- Born: Omar A. Aggad 20 April 1927 Jaffa, Mandatory Palestine
- Died: 1 February 2018 (aged 90) Canada
- Education: University of Manchester
- Occupation: Businessman
- Known for: Founder of Arab Palestinian Investment Company and Aggad Investment Company (AICO)
- Spouse: Malak Aggad
- Children: 3, including Tarek Aggad

= Omar Aggad =

Saudi Palestinian businessman

Omar A. Aggad (sometimes Umar Aqqad; عمر العقاد; 20 April 1927 – 1 February 2018) was a Saudi-Palestinian businessman, the founder of Aggad Investment Company (AICO), and the founder and former chairman of Arab Palestinian Investment Company (APIC).

==Early life==
Aggad was born in Jaffa, Mandatory Palestine, in 1927, and attended Alrashidieh College in Jerusalem. He subsequently received a scholarship to attend the University of Manchester in the UK where he graduated with degrees in electrical and mechanical engineering.

==Career==
After working for a few years in the UK, he moved to Saudi Arabia in 1950 where he joined the Juffali Group as a senior manager. In 1975, he ventured out on his own and created what would become one of the leading investment groups in Saudi Arabia. He established over 40 industrial and trade ventures in Saudi Arabia, most of which still exist.

He was the founder of Aggad Investment Company (AICO) in 1975, and the founder and former chairman of the Arab Palestinian Investment Company (APIC). He led a group of investors to purchase 25% of Smith Barney in 1982, and served on its board of directors.

The Wall Street Journal noted that "Aggad is considered one of Saudi Arabia's most savviest and professional managers. In a book about Arabian merchants, British writer Michael Fields called him "bold and impulsive, an intuitive decision-taker with a huge head for detail." As a partner with other Saudi and foreign investors, Aggad operated 23 manufacturing plants scattered across Saudi Arabia."

He was a founding shareholder and director of InvestCorp Bank and a founding director of the Saudi British Bank while serving on the board of directors for 20 years.

After the Oslo process, and having been historically supportive of Palestine, Aggad decided to create an entity to invest and create jobs in his historic homeland, and thus he founded the Arab Palestinian Investment Company (APIC).

Since its founding, APIC has become one of the largest operators in Palestine, employing over 3000 people. Subsidiaries of APIC offer a wide array of products and services through distribution rights agreements with multinational companies that include Philip Morris, Procter & Gamble, Kellogg's, Hyundai, Chrysler, Dodge, Jeep, Alfa Romeo, Fiat, Fiat Professional, XL Energy, Abbott, B. Braun, Eli Lilly, GlaxoSmithKline, Sanofi Aventis and Nivea, among many others.

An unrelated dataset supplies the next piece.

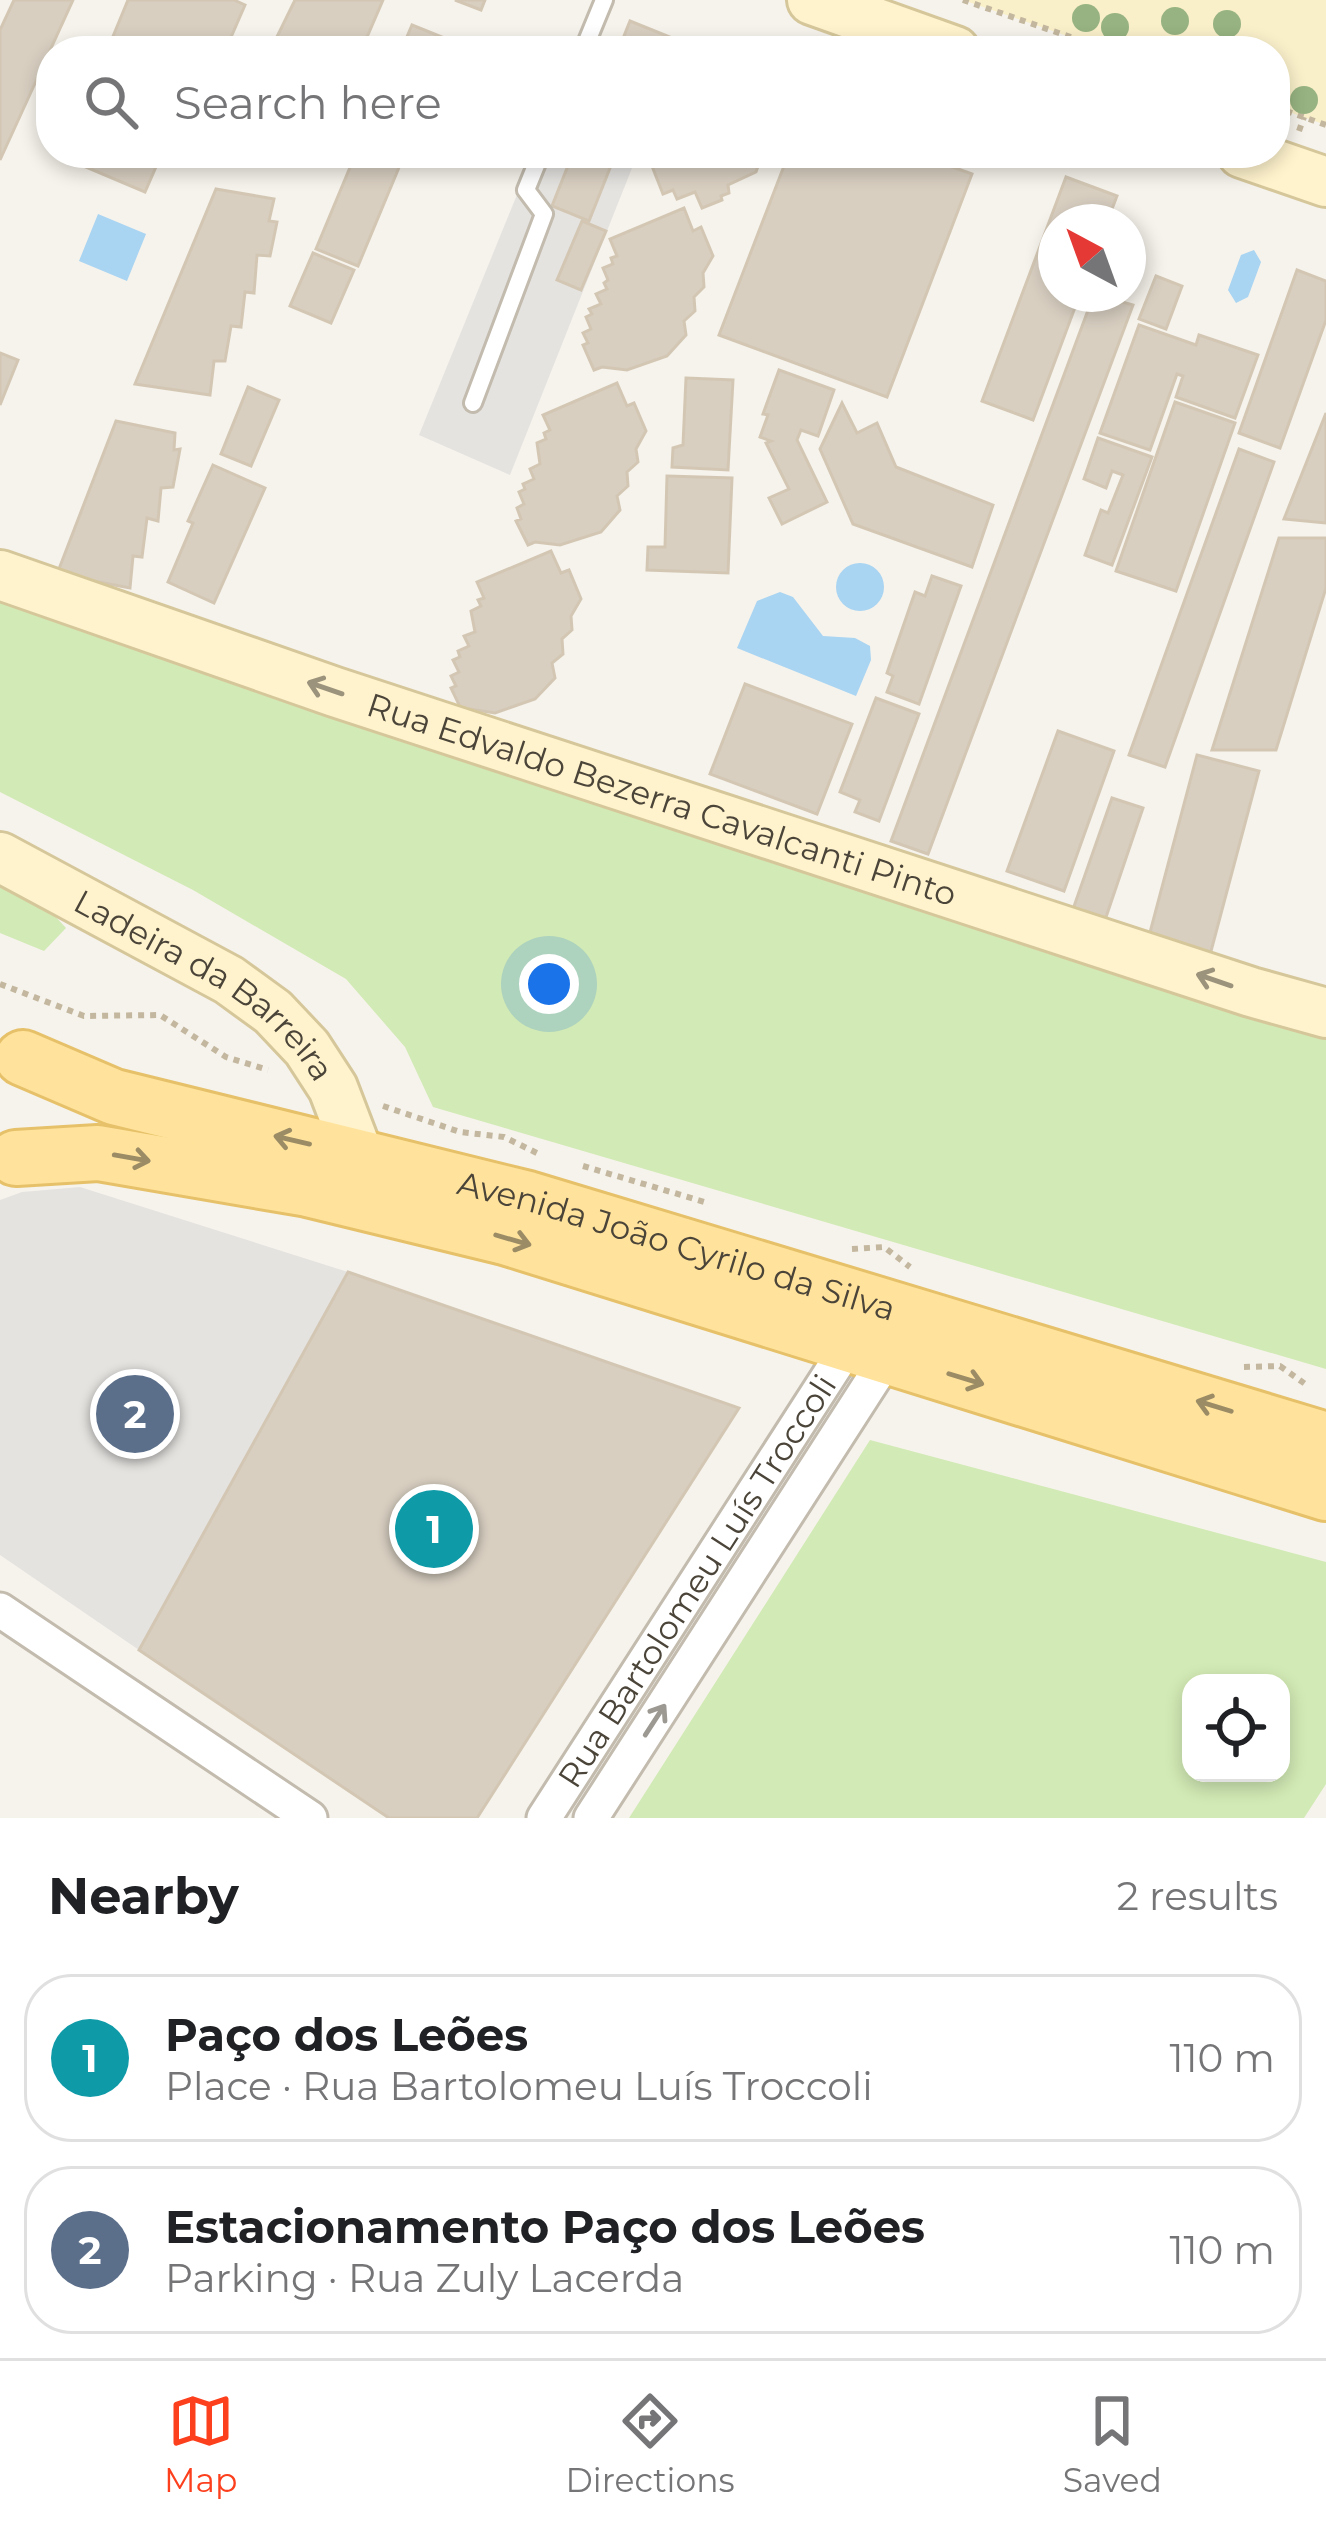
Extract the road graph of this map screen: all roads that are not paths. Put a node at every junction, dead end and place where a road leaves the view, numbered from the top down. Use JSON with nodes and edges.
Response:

APIC was registered in the British Virgin Islands in September 1994. In 1996, it was registered with Palestine's Ministry of National Economy as a foreign private shareholding company, and became into a foreign public shareholding company in 2013. In March 2014, APIC shares were listed on the Palestine Exchange (PEX: APIC). Its authorized capital is US$125 million, and its paid-up capital is US$112 million as of December 2022.

Aggad was a philanthropist, and the school of engineering at Birzeit University is named after him, and he served as an honorary trustee of the university. He was an honorary trustee of the Institute of Palestine Studies and other not-for-profits in Saudi Arabia and elsewhere in the Arab world.

==Personal life and death==
Omar Aggad was married to Malak Aggad, and they had 4 children, Rana, Talal, Lama, and Tarek. Talal Aggad manages the family holding company (AICO), and Tarek Aggad is CEO of APIC.

He died on 1 February 2018 at the age of 90.

== Awards and merits ==
In 2018, Omar Aggad was posthumously decorated with the "Great star of Merit" of the Order of Jerusalem by President Mahmoud Abbas of Palestine in recognition of his philanthropy, pioneering role, and outstanding national commitment, and as an appreciation for his honorable lifetime struggle in defending his homeland Palestine, the Palestinian people, and the Palestinian just cause. The Award described Omar Aggad's passing as a "great national loss". Aggad's son Tarek received the Merit from President Abbas on his late father's behalf.